Okay, so how did you get on? The first question was where will the pendulum have the maximum speed? Well, as it's moving down and the energy's been transferred from the gravitational store into the kinetic store, it's speeding up, and then as it rises again from the lowest position, energy's been transferred back from the kinetic store and into the gravitational store, so it's losing speed.

So its maximum speed will be at the bottom of the swing.

Question two says, what is the maximum height it will swing up to? Well, we're assuming here that no energy has been transferred to the surroundings, no energy has been dissipated, so all the energy in the gravitational store at the start was transferred to the energy in the kinetic store at the bottom, and it's been transferred back to the energy in the gravitational store at the top.

So it's got the same energy in the gravitational store at the end then it had at the start, in other words, it's at the same height it was before, 2.

00 metres.

Question three was to explain why it can't reach the maximum height, why is it not going to raise up again to exactly two metres?
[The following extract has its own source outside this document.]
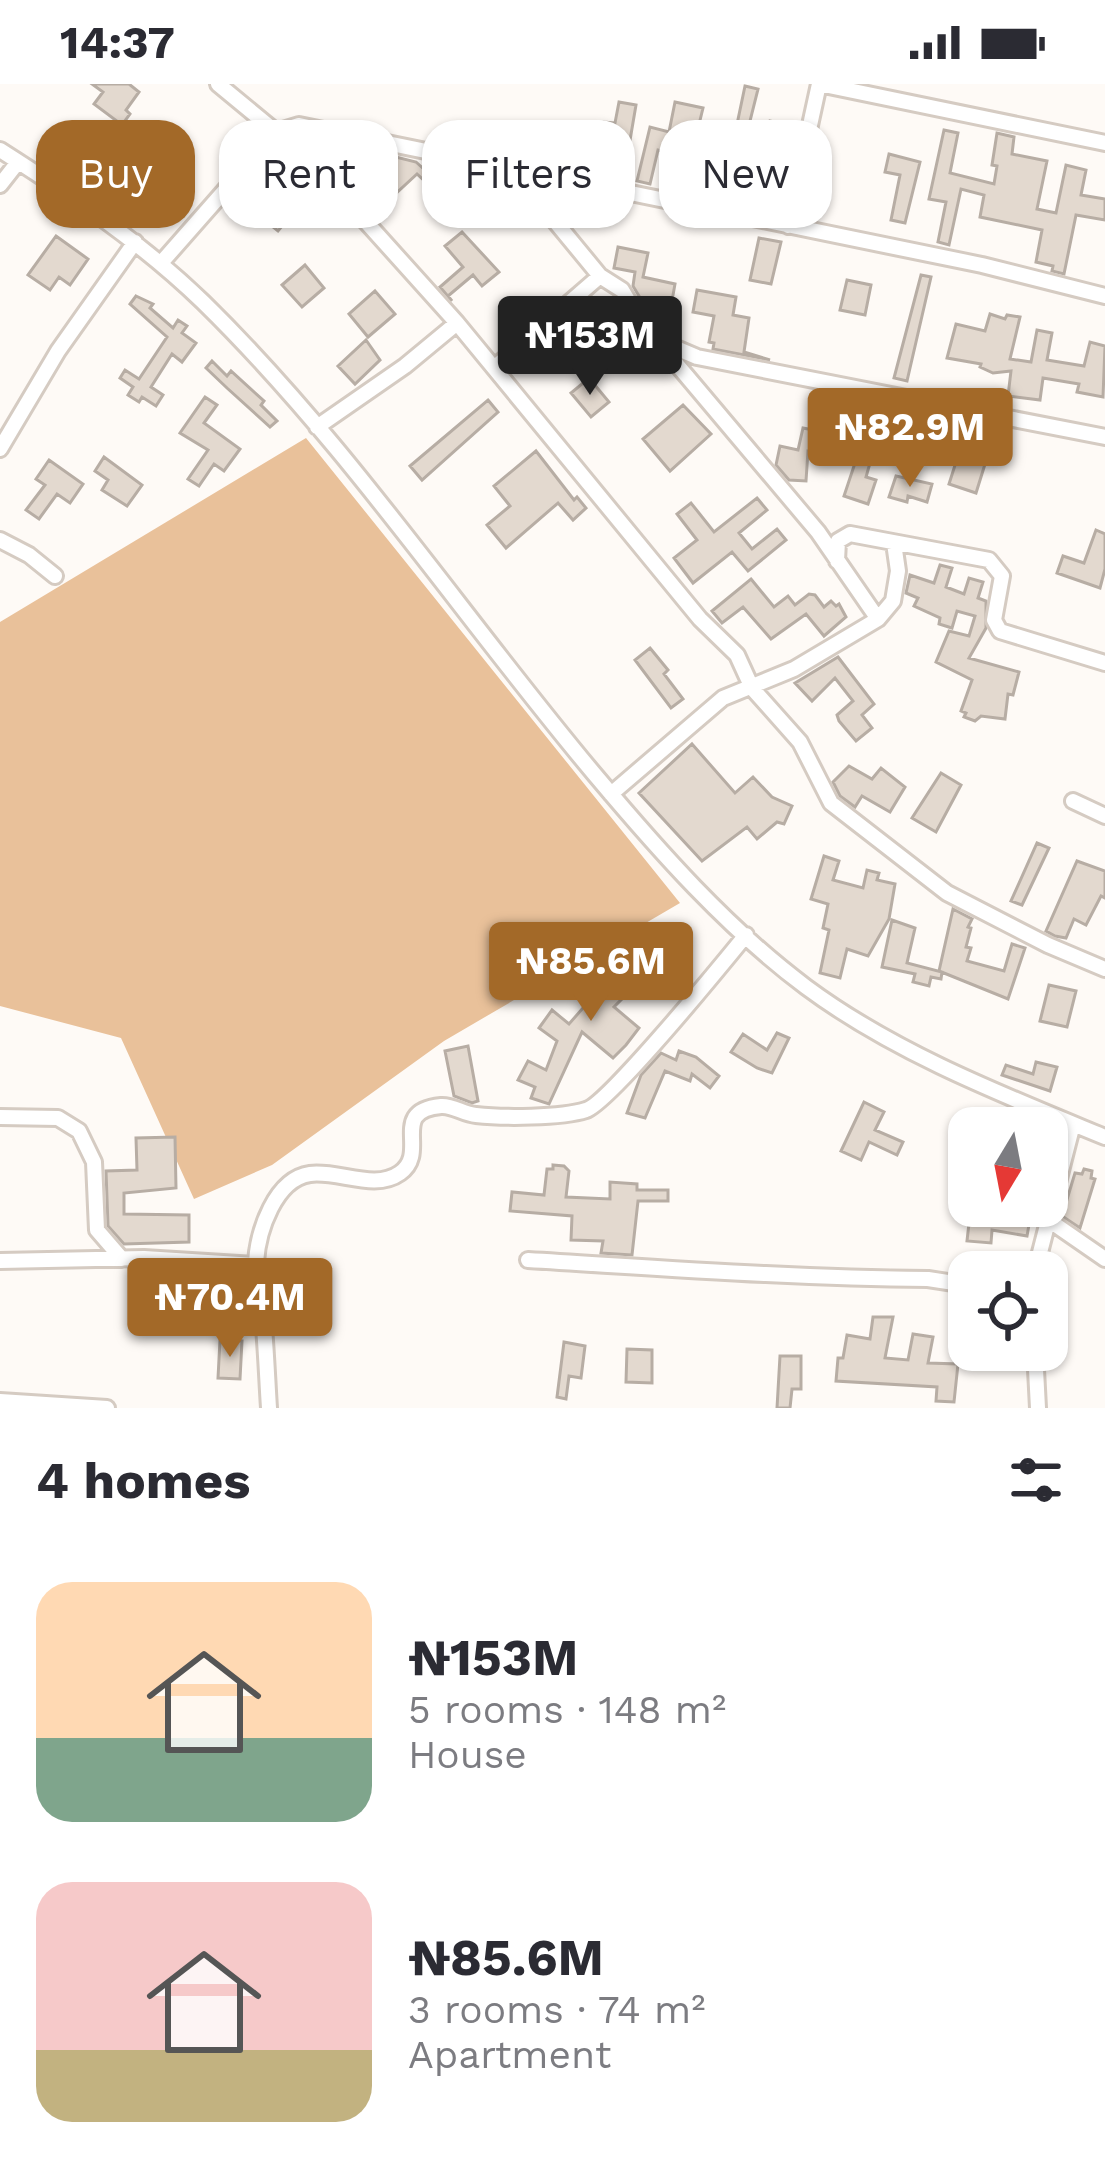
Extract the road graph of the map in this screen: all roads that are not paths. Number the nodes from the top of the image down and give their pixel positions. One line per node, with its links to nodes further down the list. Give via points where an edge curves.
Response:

And that's because in real life, there's air resistance, there's friction where the string is attached, the pendulum is attached to the pivot at the top, so that's gonna cause rubbing, and it will slow the pendulum down, and it will dissipate energy into the thermal store of the surroundings rather than the gravitational store again.

So that essentially is the answer, well done if you've got a good description of that.

We'll now go into part two of the lesson where we think a little bit more carefully about the conservation of energy and what that tells us about the quantity, the amount of energy in different stores.

To do that, we're going to think about a roller coaster.

I dunno if you've ever been on a roller coaster, but you'll notice that as you get pulled to the top, there's some sort of mechanism that cranks you to the very top, and at the top there's that moment when the roller coaster is released from the mechanism just before it starts to fall.

And then it freewheels all the way along the track, it just coasts along, hence the name a roller coaster.

Now what we can calculate about the roller coaster is that the amount of gravitational potential energy it has at the start, and we can calculate it using this equation, the gravitational potential energy equals the mass of the roller coaster, in terms of gravitational field strength, times by its height above the ground.

So we can calculate the energy it's got at the start before it starts moving and coasting down the track.

Now as it rolls along the track, friction and air resistors will cause some energy to dissipate into the surroundings.

And when it reaches the top of the next rise, the roller coaster will have energy in the gravitational store and the kinetic store, and there'll be some energy in the thermal store of the surroundings as well.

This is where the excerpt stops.